Please return all lines of the data below containing the string "roads".

[[ RECORDS FOR THIS TASK open ]]

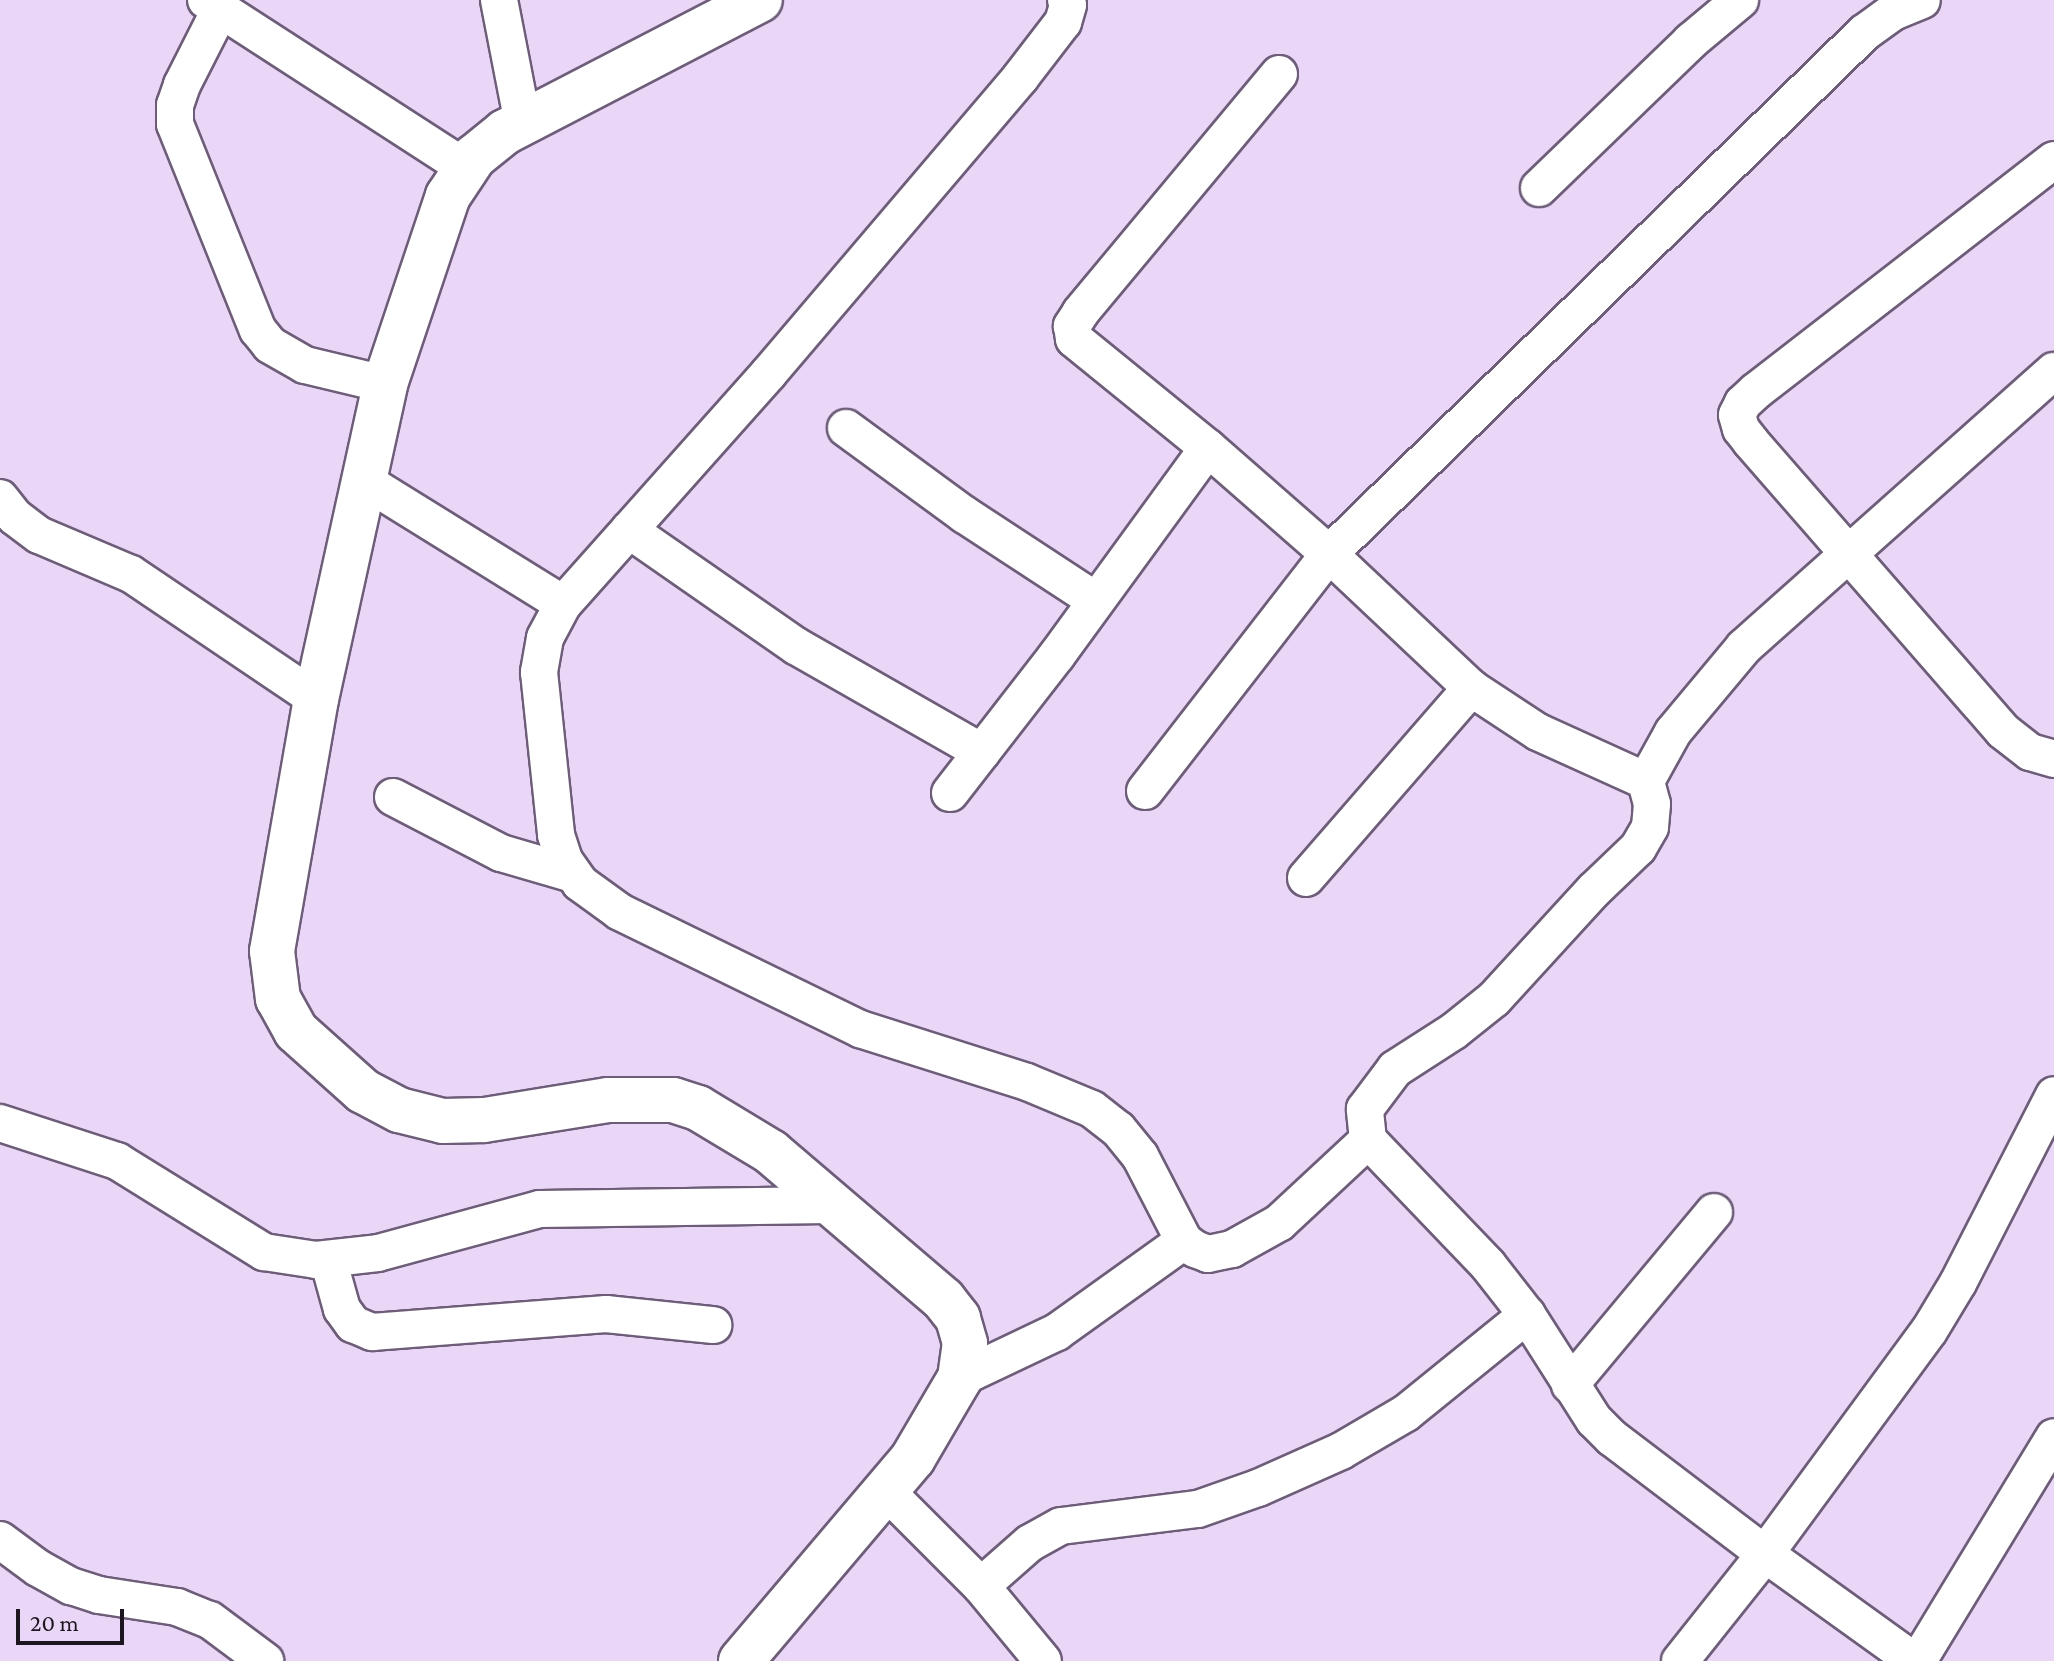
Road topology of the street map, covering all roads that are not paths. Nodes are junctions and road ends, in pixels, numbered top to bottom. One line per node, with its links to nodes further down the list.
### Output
1 (499, 0): 8 (street)
2 (760, 0): 8 (street)
3 (1066, 0): 18 (street)
4 (1740, 0): 11 (street)
5 (1922, 0): 20 (street)
6 (212, 6): 10 (street); 13 (street)
7 (1279, 74): 15 (street)
8 (523, 123): 10 (street)
9 (2054, 160): 19 (street)
10 (467, 169): 13 (street)
11 (1539, 188)
12 (2054, 371): 19 (street)
13 (385, 384): 16 (street)
14 (846, 428): 21 (street)
15 (1208, 448): 20 (street); 21 (street)
16 (363, 480): 22 (street); 24 (street)
17 (0, 498): 24 (street)
18 (629, 530): 22 (street); 25 (street)
19 (1850, 552): 26 (street); 27 (street)
20 (1329, 554): 23 (street); 28 (street)
21 (1095, 600): 25 (street)
22 (563, 604): 31 (street)
23 (1471, 688): 27 (street); 32 (street)
24 (316, 699): 36 (street)
25 (982, 752): 29 (street)
26 (2054, 759)
27 (1646, 781): 35 (street)
28 (1145, 791)
29 (950, 793)
30 (393, 797): 31 (street)
31 (573, 874): 38 (street)
32 (1306, 878)
33 (2054, 1095): 47 (street)
34 (0, 1123): 39 (street)
35 (1368, 1140): 38 (street); 40 (street)
36 (829, 1205): 39 (street); 42 (street)
37 (1714, 1212): 43 (street)
38 (1184, 1241): 42 (street)
39 (328, 1259): 41 (street)
40 (1527, 1315): 43 (street); 48 (street)
41 (713, 1325)
42 (960, 1378): 45 (street)
43 (1570, 1385): 47 (street)
44 (2054, 1437): 53 (street)
45 (898, 1478): 48 (street); 50 (street)
46 (0, 1540): 49 (street)
47 (1765, 1554): 52 (street); 53 (street)
48 (981, 1586): 51 (street)
49 (265, 1661)
50 (741, 1661)
51 (1043, 1661)
52 (1680, 1661)
53 (1916, 1661)

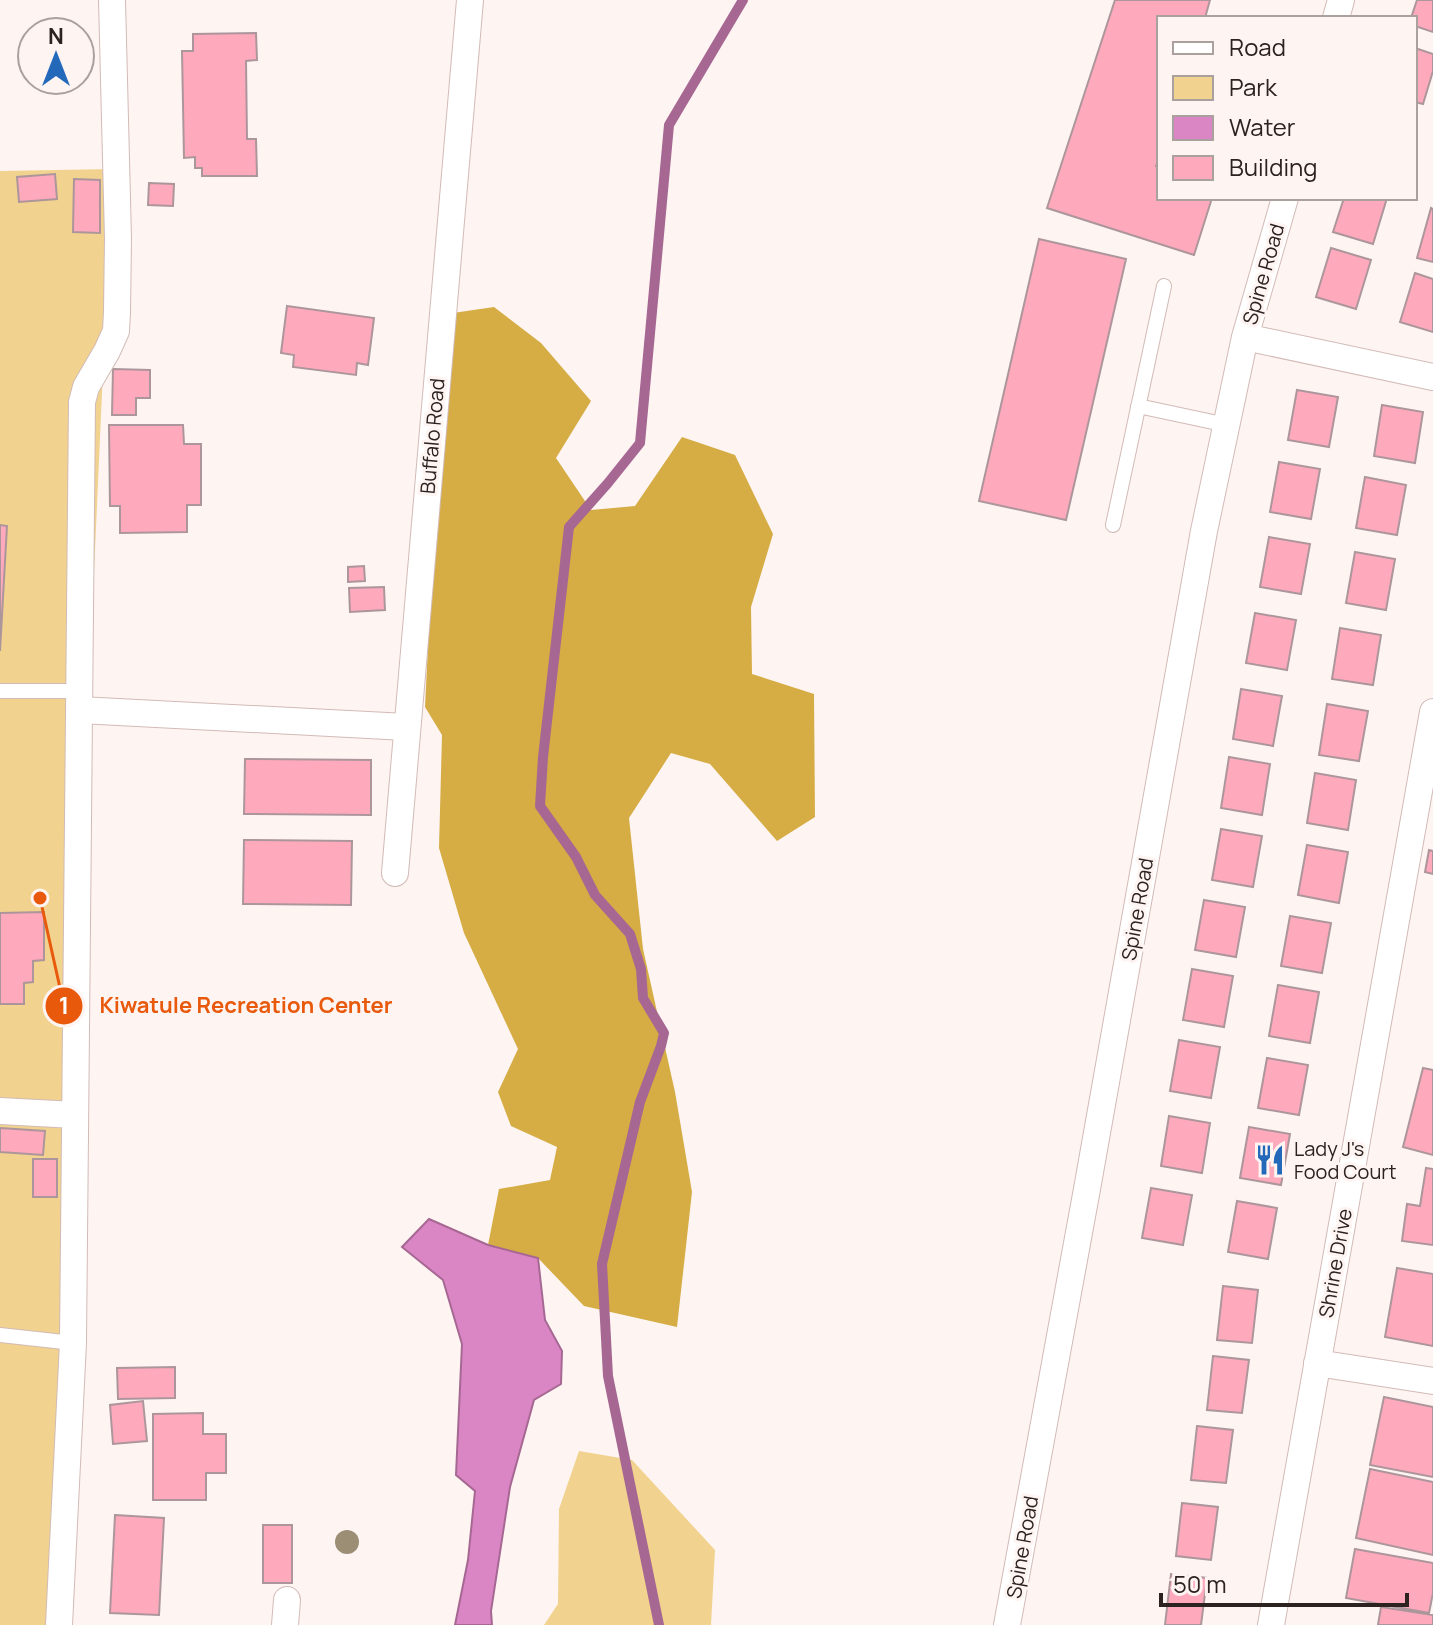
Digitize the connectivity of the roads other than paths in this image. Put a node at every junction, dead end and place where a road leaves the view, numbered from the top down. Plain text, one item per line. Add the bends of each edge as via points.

[[ RECORDS FOR THIS TASK closed ]]

● RESULT OF THE TASK:
Road topology of the street map, covering all roads that are not paths. Nodes are junctions and road ends, in pixels, numbered top to bottom. One line per node, with its links to nodes further down the list.
Digitize the connectivity of the roads other than paths in this image. Put a node at every junction, dead end and place where a road leaves the view, numbered from the top down. Plain text, one item per line. Add the bends of each edge as via points.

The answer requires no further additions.